- _WHAT YOU SHOULD DO_: All entries must come back exactly as given, with no pictures in the copy.

*** Opening GIVEN DATA ***

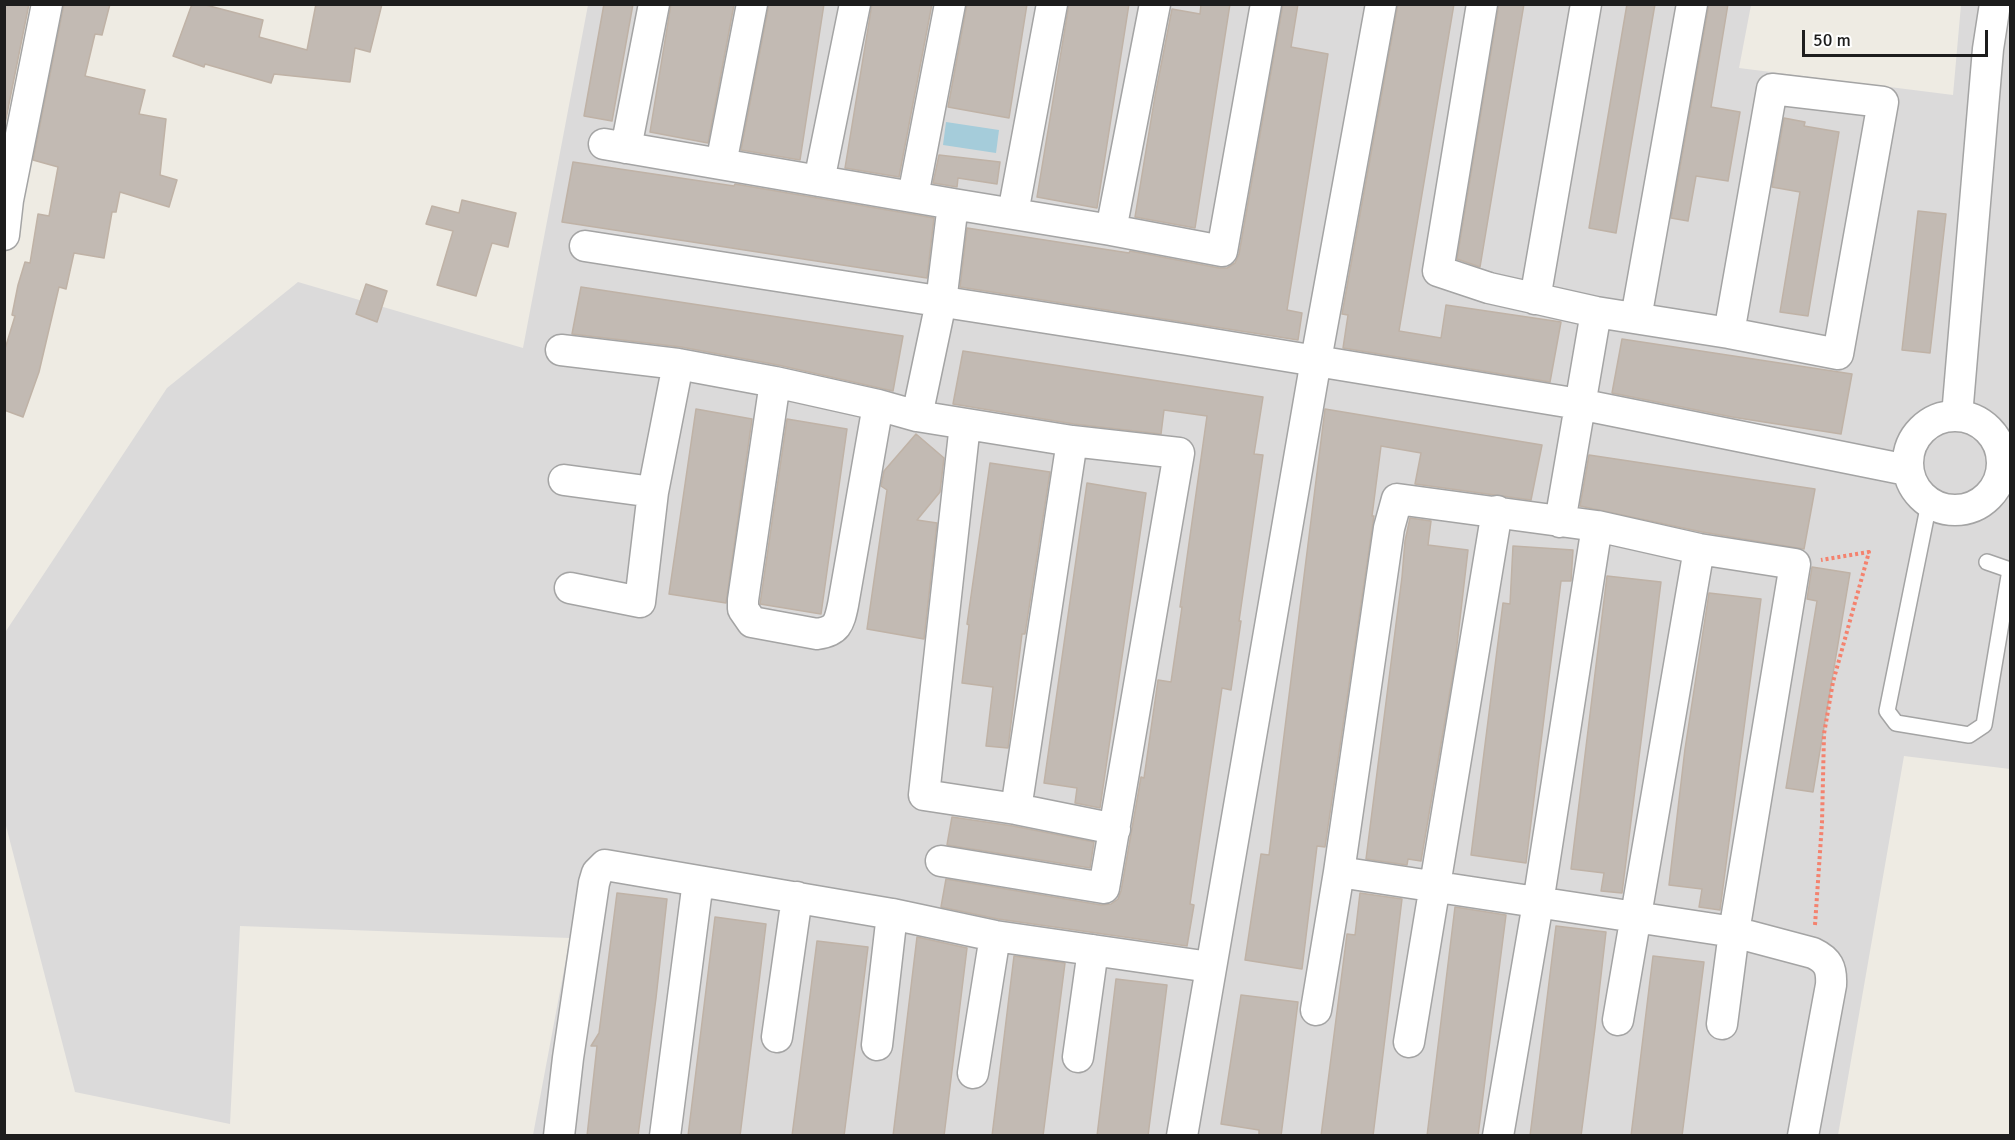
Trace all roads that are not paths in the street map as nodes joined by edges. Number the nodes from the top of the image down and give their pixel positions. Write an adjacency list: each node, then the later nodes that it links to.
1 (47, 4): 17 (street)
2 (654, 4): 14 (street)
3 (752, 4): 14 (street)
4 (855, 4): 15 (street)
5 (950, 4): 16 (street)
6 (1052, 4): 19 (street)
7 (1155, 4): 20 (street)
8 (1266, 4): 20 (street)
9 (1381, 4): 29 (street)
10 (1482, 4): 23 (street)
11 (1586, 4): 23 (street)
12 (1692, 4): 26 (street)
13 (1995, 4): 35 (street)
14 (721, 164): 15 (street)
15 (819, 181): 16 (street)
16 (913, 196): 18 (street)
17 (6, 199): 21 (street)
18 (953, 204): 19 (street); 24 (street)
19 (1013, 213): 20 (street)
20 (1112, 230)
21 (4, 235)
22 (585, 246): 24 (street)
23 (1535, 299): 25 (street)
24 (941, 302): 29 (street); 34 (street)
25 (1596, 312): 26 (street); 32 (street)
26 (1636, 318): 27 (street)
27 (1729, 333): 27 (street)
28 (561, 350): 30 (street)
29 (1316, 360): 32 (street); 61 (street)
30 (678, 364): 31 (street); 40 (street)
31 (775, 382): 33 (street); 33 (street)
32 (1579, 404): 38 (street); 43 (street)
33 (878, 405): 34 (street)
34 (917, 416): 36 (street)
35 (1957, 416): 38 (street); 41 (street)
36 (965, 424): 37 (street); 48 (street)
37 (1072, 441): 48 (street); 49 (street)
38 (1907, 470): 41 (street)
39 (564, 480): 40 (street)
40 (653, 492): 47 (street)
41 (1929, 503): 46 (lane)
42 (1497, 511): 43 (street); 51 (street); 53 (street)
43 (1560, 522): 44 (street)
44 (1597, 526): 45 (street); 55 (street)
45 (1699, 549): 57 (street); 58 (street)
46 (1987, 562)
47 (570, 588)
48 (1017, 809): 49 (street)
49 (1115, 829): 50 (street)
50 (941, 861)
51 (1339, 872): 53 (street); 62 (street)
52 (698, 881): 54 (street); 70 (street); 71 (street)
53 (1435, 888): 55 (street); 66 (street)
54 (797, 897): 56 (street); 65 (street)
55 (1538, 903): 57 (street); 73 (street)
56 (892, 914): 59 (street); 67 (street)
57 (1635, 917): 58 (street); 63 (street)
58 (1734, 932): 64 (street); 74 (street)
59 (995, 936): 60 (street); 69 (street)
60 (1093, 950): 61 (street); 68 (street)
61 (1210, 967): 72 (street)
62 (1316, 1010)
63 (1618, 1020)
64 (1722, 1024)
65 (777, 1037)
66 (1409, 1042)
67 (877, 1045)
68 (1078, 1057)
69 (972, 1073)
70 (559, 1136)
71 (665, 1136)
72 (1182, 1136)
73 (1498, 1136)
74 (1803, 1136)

*** Closing GIVEN DATA ***

- _ANSWER TO THIS PROBLEM_:
Trace all roads that are not paths in the street map as nodes joined by edges. Number the nodes from the top of the image down and give their pixel positions. Write an adjacency list: each node, then the later nodes that it links to.
1 (47, 4): 17 (street)
2 (654, 4): 14 (street)
3 (752, 4): 14 (street)
4 (855, 4): 15 (street)
5 (950, 4): 16 (street)
6 (1052, 4): 19 (street)
7 (1155, 4): 20 (street)
8 (1266, 4): 20 (street)
9 (1381, 4): 29 (street)
10 (1482, 4): 23 (street)
11 (1586, 4): 23 (street)
12 (1692, 4): 26 (street)
13 (1995, 4): 35 (street)
14 (721, 164): 15 (street)
15 (819, 181): 16 (street)
16 (913, 196): 18 (street)
17 (6, 199): 21 (street)
18 (953, 204): 19 (street); 24 (street)
19 (1013, 213): 20 (street)
20 (1112, 230)
21 (4, 235)
22 (585, 246): 24 (street)
23 (1535, 299): 25 (street)
24 (941, 302): 29 (street); 34 (street)
25 (1596, 312): 26 (street); 32 (street)
26 (1636, 318): 27 (street)
27 (1729, 333): 27 (street)
28 (561, 350): 30 (street)
29 (1316, 360): 32 (street); 61 (street)
30 (678, 364): 31 (street); 40 (street)
31 (775, 382): 33 (street); 33 (street)
32 (1579, 404): 38 (street); 43 (street)
33 (878, 405): 34 (street)
34 (917, 416): 36 (street)
35 (1957, 416): 38 (street); 41 (street)
36 (965, 424): 37 (street); 48 (street)
37 (1072, 441): 48 (street); 49 (street)
38 (1907, 470): 41 (street)
39 (564, 480): 40 (street)
40 (653, 492): 47 (street)
41 (1929, 503): 46 (lane)
42 (1497, 511): 43 (street); 51 (street); 53 (street)
43 (1560, 522): 44 (street)
44 (1597, 526): 45 (street); 55 (street)
45 (1699, 549): 57 (street); 58 (street)
46 (1987, 562)
47 (570, 588)
48 (1017, 809): 49 (street)
49 (1115, 829): 50 (street)
50 (941, 861)
51 (1339, 872): 53 (street); 62 (street)
52 (698, 881): 54 (street); 70 (street); 71 (street)
53 (1435, 888): 55 (street); 66 (street)
54 (797, 897): 56 (street); 65 (street)
55 (1538, 903): 57 (street); 73 (street)
56 (892, 914): 59 (street); 67 (street)
57 (1635, 917): 58 (street); 63 (street)
58 (1734, 932): 64 (street); 74 (street)
59 (995, 936): 60 (street); 69 (street)
60 (1093, 950): 61 (street); 68 (street)
61 (1210, 967): 72 (street)
62 (1316, 1010)
63 (1618, 1020)
64 (1722, 1024)
65 (777, 1037)
66 (1409, 1042)
67 (877, 1045)
68 (1078, 1057)
69 (972, 1073)
70 (559, 1136)
71 (665, 1136)
72 (1182, 1136)
73 (1498, 1136)
74 (1803, 1136)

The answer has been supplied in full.